Open sarawilcox opened 5 years ago
We say in https://service-manual.nhs.uk/content/a-to-z-of-nhs-health-writing that we use "medicine" and not "drug" and that "drug" is only used for illegal drugs. I'm wondering if this applies to chemotherapy drugs as well. "Chemotherapy drugs" seems to be the term used by the big cancer charities such as Macmillan and Cancer Research.
https://www.cancerresearchuk.org/about-cancer/cancer-in-general/treatment/cancer-drugs/drugs
There is also the "Cancer Drugs Fund" https://www.england.nhs.uk/cancer/cdf/
Following on from Anna's comment, there are also drugs trials.
I don't think you'd say 'medicine trials'...

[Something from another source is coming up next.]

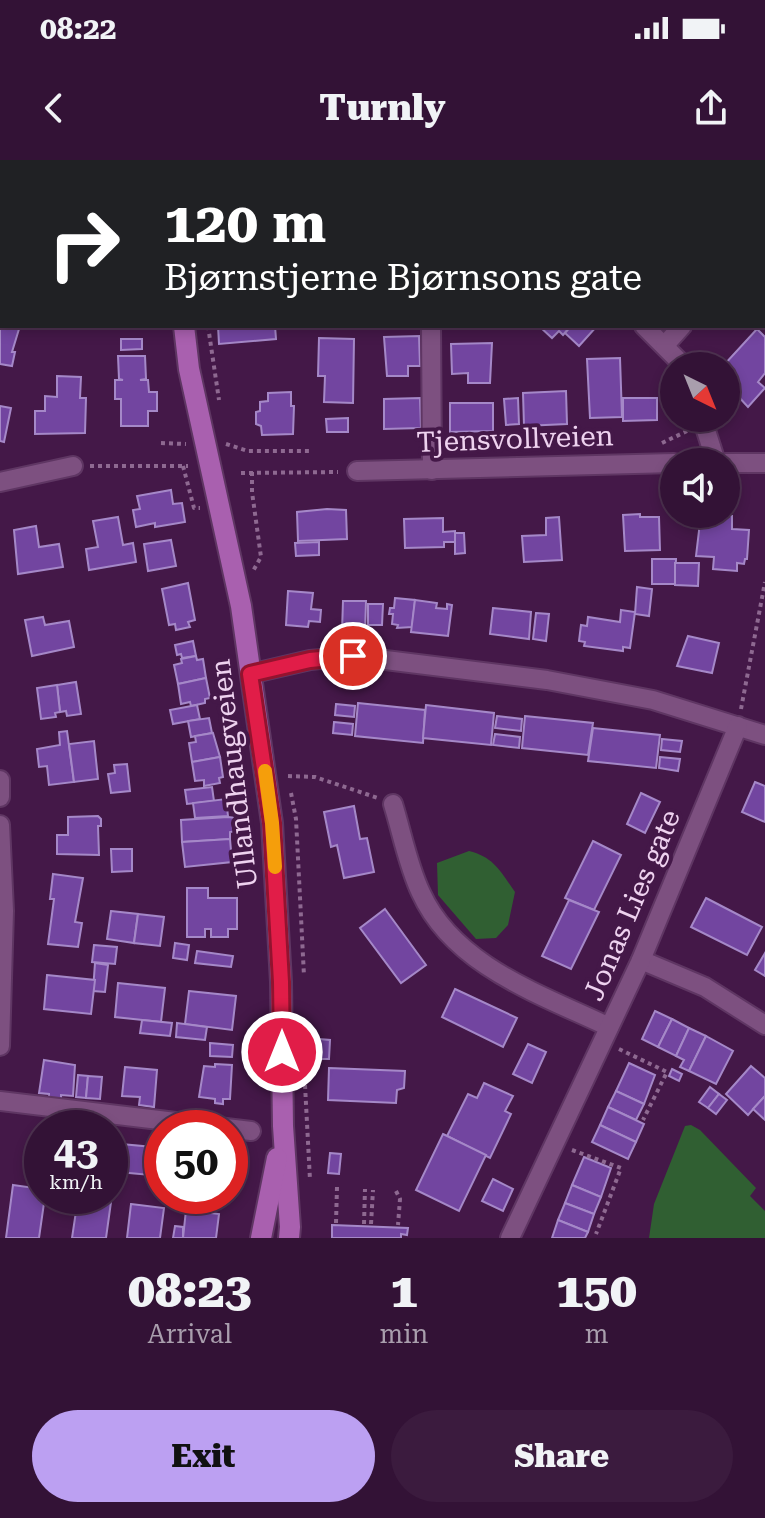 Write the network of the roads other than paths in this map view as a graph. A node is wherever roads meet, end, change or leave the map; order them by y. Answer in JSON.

In the context of chemotherapy, drugs is a common term used, as Anna said, by main cancer charities and also when talking to patients.
We sometimes get questions about our use of the term "medicines" instead of "medications". The NHS website medicines team made a decision to use "medicines" early on and has never seen any problems with the term. The team has user-tested a broad range of medicines content with people with lots of different conditions - as well as carrying out written surveys.
"Medicine" adheres to our plain English mantra, as it's a shorter/easier word than "medication".
We work with pharmacists on our medicines content and they have not queried our use of "medicine".
See the A to Z for our current wording. Discussed with Anna Sutton who suggested we look at this. Anna to comment on the issue Passed to live service content team for further research - in Jira backlog as SS-563.